Component Oriented Software (Page 3)

<< Introduction & Message Forum

<< Page 2 (Language Evolution)


Language Lifecycle

In order to understand the direction of a programming language, it is important to understand its dynamics from both a technical and economic perspective. I have divided the lifecycle into the following stages:

1. Conception
2. Adoption
3. Acceptance
4. Maturation
5. Inefficiency
6. Deprecation
7. Decay

Conception
A language is conceived to meet a requirement that other languages do not meet. Countless languages have been written, but those C++ and Java have come from corporate research labs, rather than Universities (C++ from AT&T) and (Java from Sun), both have take off.

Adoption
Languages are adopted to make the programmer more efficient. This is driven by the programmers because they are bright and don't like mundane coding. Languages have API's back into the libraries of those they are replacing.

Acceptance
Once the market sees that tools are sufficiently bug free and early adopters have made profits there is a general acceptance of a language. Green field projects expose requirements and ideas for tools and libraries are conceived.

Maturation
Languages, libraries and tools mature. They are capable and deliver profitable solutions. There is an increased demand for functionality, rather than efficiency, in order to reap profits. Standards bodies attempt to control the spread of ideas.

Inefficiency
Development has become slow as libraries become more inefficient.

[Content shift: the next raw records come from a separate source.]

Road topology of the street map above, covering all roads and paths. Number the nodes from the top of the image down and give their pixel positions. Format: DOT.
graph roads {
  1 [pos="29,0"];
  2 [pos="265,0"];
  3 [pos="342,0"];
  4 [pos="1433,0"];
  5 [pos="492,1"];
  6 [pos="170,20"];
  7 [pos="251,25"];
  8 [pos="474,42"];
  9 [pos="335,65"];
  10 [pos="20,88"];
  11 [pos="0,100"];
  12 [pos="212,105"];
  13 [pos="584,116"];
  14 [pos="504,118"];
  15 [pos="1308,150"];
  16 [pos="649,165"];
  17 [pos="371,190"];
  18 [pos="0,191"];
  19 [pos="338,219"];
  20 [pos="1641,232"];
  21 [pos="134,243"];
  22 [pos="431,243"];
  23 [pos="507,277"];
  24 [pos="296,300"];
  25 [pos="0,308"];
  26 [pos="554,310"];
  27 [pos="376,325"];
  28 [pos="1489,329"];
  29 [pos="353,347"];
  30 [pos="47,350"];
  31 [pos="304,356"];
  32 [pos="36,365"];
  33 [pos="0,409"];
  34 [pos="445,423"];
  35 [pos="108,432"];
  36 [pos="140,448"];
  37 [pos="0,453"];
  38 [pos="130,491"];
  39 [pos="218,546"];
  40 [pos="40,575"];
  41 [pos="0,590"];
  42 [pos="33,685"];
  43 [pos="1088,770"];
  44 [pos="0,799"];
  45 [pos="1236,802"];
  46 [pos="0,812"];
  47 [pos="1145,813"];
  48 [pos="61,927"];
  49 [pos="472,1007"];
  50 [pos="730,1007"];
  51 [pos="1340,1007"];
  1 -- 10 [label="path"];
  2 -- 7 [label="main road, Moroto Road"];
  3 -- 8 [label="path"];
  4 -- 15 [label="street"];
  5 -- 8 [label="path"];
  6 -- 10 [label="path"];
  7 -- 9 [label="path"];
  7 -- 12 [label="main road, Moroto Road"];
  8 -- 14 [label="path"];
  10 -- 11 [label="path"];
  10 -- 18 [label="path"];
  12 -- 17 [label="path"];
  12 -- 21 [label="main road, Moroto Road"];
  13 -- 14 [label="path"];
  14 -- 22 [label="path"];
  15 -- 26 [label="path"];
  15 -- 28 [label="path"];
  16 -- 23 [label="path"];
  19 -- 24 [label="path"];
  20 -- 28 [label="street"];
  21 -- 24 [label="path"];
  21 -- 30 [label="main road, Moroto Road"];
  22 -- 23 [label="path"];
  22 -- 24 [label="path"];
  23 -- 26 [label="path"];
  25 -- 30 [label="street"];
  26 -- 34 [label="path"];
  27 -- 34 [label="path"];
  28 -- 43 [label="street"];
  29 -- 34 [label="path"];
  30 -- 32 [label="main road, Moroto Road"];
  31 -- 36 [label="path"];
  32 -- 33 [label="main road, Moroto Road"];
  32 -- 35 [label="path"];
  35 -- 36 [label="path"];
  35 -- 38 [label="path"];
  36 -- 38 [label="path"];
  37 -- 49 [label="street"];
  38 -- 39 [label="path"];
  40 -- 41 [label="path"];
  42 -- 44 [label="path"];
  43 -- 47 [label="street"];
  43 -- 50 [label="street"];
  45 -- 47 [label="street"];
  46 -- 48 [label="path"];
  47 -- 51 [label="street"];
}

The rush to provide functionality has created a market that is fragmented subtly fragmented by vendors implementing standards differently. There is a large increase in the number of case tools and code generators.

Deprecation
Developers start to understand that it is costly to develop using the language. Frustration begins to set in a designers take a deeper look at the issues causing the inefficiencies.

Decay
A young pretender appears and challenges the leader. Lean, mean and fast the new language has apparently come from a research department of a large technology company. Marketing departments lock horns and invariably the old order is over thrown.